By comparing the Raman spectra of normal and pre-eclamptic placental tissues, it was clear that the characteristic spectral line of amide I at 1,663 cm−1 from normal placenta assigned to α-helix structure, but peaks at 1,662 and 1,640 cm−1 in pre-eclamptic placental tissue showed a superposition composed by α-helix, β-pleated sheet and β-turn which led to a disorder of protein structure [12]. Meanwhile, the Raman spectra also showed variations of amino acid residue on the protein side chain. In pre-eclamptic placenta, we observed significant enhanced spectral lines of tryptophan indole ring and phenylalanine and some special lines at 1,399 and 1,640 cm−1 which cannot be found in normal placental tissue, which shows an addition of the content of amino acid residue in pre-eclamptic placenta. The vasoactive substances synthesized and secreted by hypoxic–ischemic placenta (such as soluble Fms-like tyrosine kinase 1, cytokines, angiotensin II type 1 receptor activating antibody and thromboxane) entered into the maternal blood circulation and caused vascular endothelial cell dysfunction, which can further promote the release of vasoactive substances to decrease the activity of NO and increase reactive oxygen species and free radicals.

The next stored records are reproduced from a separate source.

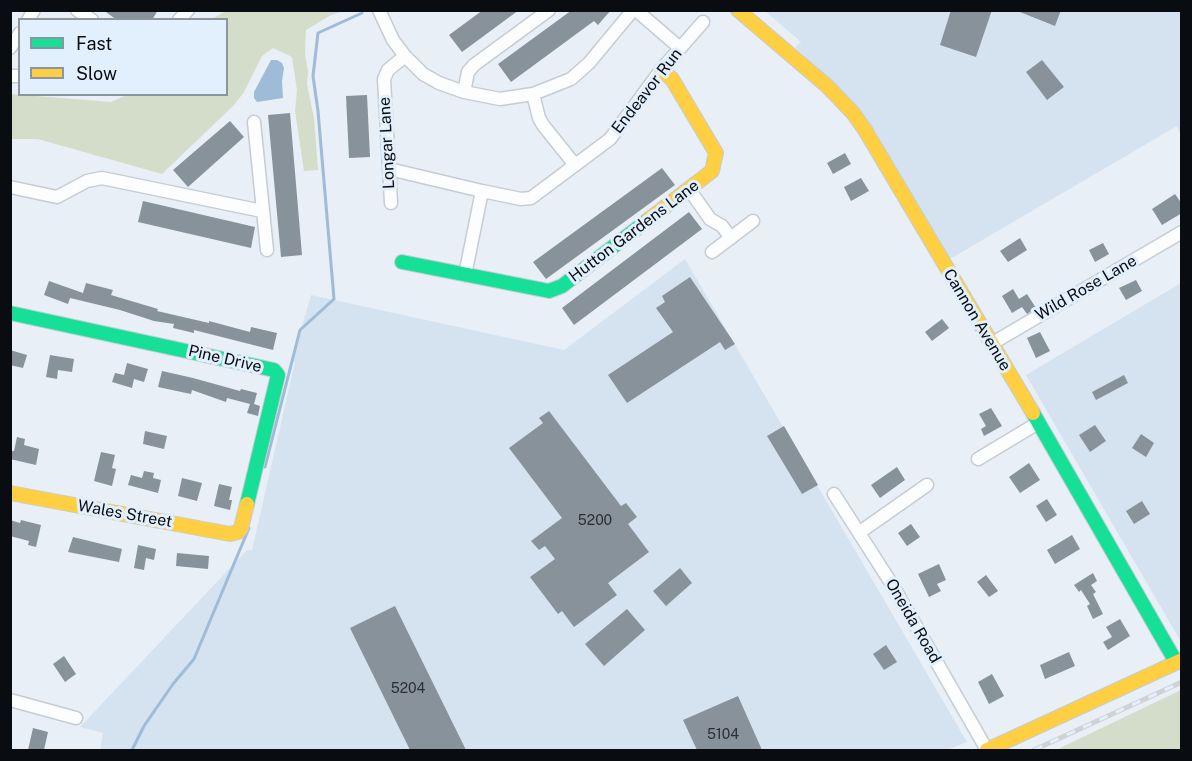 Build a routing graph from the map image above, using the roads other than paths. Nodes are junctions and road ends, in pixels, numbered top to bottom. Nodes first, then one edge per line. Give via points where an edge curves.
1 (379, 10) edge
2 (549, 10) edge
3 (634, 10) edge
4 (738, 10) edge
5 (702, 22) dead end
6 (680, 48) junction
7 (405, 56) junction
8 (661, 70) junction
9 (464, 92) junction
10 (533, 94) junction
11 (254, 122) dead end
12 (575, 165) junction
13 (389, 169) junction
14 (10, 187) edge
15 (689, 189) junction
16 (482, 191) junction
17 (391, 203) dead end
18 (262, 212) junction
19 (753, 221) dead end
20 (1182, 232) edge
21 (731, 238) junction
22 (267, 250) dead end
23 (712, 252) dead end
24 (402, 261) dead end
25 (465, 275) junction
26 (10, 313) edge
27 (991, 344) junction
28 (1038, 423) junction
29 (978, 459) dead end
30 (927, 485) dead end
31 (10, 493) edge
32 (834, 494) dead end
33 (238, 532) joint
34 (860, 532) junction
35 (1179, 661) edge
36 (10, 700) edge
37 (76, 718) dead end
38 (1010, 746) edge
39 (987, 750) edge

1 - 7 street
2 - 9 street via 474,65 468,72
3 - 6 street
3 - 10 street via 571,79
4 - 27 street, Cannon Avenue via 853,113
5 - 6 street, Endeavor Run
6 - 8 street, Endeavor Run
7 - 9 street via 423,74
7 - 13 street, Longar Lane via 388,70 384,79
8 - 12 street, Endeavor Run via 610,139
8 - 15 street, Hutton Gardens Lane via 672,79 716,153 712,171
9 - 10 street via 500,99
10 - 12 street via 543,125
11 - 18 street
12 - 16 street, Endeavor Run via 531,198
13 - 16 street, Endeavor Run
13 - 17 street, Longar Lane
14 - 18 street via 57,196 102,177
15 - 21 street via 710,219
15 - 25 street, Hutton Gardens Lane via 555,290
16 - 25 street
18 - 22 street
19 - 21 street
20 - 27 street, Wild Rose Lane
21 - 23 street
24 - 25 street, Hutton Gardens Lane
26 - 33 street, Pine Drive via 277,372
27 - 28 street, Cannon Avenue
28 - 29 street
28 - 35 street, Cannon Avenue
30 - 34 street
31 - 33 street, Wales Street via 230,534
32 - 34 street, Oneida Road
34 - 39 street, Oneida Road
35 - 38 street
36 - 37 street
38 - 39 street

Oxidation changed the main chain conformation and injured the side chain groups of protein which presented characteristic enhanced spectral lines of phenylalanine at 1,005, 1,605 and 1,620 cm−1 and those amines with activity side chain such as tryptophan indole ring at 758 and 1,585 cm−1 [13, 14].

Conclusion

In this study, the results show that: (1) the protein structure of α-helix, β-pleated sheet and β-turn is overlying in pre-eclamptic placenta, which lead to a disorder of protein structure. (2) The Raman peaks assigned to tryptophan indole ring and phenylalanine in pre-eclamptic placental tissue are more higher than that in normal tissue. It suggests that the ordered structures of the main chain in protein molecules are reduced significantly, and the amino acid of side chains is damaged obviously. (3) The PCA could give us a useful help on distinguishing the Raman spectra between normal and pre-eclamptic placental tissues. And the Raman spectroscopy presents a great potential on the mechanism research and diagnosis of placental lesions.